• Required work:
Extract all lines that hold "Write" from the records below.

[Collected data]
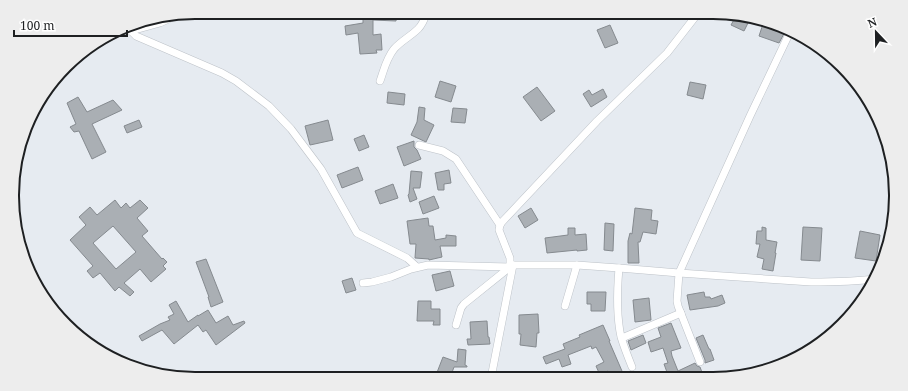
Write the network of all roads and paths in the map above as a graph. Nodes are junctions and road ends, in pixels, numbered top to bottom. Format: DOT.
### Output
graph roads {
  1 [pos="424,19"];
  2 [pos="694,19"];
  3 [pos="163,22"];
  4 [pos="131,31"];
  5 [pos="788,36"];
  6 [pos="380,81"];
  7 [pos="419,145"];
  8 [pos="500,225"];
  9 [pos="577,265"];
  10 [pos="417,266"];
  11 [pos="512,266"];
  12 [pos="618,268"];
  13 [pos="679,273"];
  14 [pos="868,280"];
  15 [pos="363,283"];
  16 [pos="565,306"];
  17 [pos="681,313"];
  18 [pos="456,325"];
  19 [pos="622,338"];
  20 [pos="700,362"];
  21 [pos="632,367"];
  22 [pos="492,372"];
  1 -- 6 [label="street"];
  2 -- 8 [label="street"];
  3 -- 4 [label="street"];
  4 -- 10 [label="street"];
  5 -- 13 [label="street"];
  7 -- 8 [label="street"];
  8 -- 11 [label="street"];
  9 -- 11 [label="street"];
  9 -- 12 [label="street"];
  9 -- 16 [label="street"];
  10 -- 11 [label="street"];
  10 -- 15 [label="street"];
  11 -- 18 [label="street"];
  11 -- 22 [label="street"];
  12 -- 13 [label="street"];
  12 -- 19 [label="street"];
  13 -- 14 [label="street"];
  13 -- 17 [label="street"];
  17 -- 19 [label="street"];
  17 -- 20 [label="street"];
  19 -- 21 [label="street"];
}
==
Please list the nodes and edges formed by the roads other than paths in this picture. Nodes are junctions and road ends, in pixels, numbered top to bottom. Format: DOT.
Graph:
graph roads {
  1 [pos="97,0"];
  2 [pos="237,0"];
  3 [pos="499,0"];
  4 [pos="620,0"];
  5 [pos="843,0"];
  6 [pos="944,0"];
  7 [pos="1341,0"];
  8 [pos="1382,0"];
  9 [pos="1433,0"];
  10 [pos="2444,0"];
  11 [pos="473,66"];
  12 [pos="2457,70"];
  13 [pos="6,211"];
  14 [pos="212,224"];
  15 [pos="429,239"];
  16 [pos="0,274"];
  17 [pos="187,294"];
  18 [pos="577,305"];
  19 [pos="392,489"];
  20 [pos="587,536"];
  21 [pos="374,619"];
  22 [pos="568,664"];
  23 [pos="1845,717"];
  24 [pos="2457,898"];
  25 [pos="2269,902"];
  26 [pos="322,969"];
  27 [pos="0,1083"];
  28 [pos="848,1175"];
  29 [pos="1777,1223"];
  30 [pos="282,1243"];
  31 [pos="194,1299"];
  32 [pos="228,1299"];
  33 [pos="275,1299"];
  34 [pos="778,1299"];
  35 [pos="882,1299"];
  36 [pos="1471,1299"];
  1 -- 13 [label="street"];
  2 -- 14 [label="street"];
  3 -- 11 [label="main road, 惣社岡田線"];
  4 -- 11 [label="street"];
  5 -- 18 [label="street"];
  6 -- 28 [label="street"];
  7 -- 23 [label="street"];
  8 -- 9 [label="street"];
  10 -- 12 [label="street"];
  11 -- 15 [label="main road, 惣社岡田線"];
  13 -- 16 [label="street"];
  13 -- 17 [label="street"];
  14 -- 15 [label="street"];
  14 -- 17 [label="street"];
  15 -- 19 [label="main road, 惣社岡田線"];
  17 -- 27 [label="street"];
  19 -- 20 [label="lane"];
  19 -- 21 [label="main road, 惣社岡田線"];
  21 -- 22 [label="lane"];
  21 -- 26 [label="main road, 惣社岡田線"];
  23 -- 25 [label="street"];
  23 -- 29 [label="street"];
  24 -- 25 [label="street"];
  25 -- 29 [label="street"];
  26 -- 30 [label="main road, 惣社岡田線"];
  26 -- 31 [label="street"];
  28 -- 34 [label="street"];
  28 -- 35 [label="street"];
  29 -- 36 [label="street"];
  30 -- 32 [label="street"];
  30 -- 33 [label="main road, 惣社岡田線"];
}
...
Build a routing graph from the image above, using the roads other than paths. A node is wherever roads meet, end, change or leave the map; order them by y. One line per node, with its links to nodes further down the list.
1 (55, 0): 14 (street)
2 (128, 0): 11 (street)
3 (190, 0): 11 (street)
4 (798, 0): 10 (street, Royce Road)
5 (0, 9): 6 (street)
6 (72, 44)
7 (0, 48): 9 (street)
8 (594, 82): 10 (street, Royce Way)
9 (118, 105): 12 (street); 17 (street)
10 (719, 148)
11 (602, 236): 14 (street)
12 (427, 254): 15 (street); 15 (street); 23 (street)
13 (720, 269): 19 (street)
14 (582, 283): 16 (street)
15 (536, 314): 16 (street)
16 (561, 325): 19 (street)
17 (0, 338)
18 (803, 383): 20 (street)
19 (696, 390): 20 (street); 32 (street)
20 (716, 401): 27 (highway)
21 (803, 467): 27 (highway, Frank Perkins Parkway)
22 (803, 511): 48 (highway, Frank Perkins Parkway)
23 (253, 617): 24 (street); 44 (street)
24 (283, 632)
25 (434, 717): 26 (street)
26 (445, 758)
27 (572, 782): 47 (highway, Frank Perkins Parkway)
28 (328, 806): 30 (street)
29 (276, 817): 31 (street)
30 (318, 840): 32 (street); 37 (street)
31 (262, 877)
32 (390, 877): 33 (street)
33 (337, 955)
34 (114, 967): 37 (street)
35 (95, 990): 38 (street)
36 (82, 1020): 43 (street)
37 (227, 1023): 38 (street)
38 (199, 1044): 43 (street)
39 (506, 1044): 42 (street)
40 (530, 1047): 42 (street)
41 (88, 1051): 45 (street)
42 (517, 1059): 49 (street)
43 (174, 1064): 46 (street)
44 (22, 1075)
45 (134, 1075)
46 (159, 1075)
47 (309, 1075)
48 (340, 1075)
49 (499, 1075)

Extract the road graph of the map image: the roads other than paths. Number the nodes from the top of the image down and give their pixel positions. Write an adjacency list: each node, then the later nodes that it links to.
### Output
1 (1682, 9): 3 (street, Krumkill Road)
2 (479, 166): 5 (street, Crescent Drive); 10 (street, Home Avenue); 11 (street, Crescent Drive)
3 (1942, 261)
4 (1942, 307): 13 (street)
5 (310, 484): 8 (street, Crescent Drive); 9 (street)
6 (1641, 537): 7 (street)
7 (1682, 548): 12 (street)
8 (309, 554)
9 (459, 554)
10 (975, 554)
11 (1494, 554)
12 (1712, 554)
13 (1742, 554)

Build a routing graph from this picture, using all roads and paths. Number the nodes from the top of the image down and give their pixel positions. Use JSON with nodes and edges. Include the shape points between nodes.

• Solution to this exercise:
Write the network of all roads and paths in the map above as a graph. Nodes are junctions and road ends, in pixels, numbered top to bottom. Format: DOT.
Extract the road graph of the map image: the roads other than paths. Number the nodes from the top of the image down and give their pixel positions. Write an adjacency list: each node, then the later nodes that it links to.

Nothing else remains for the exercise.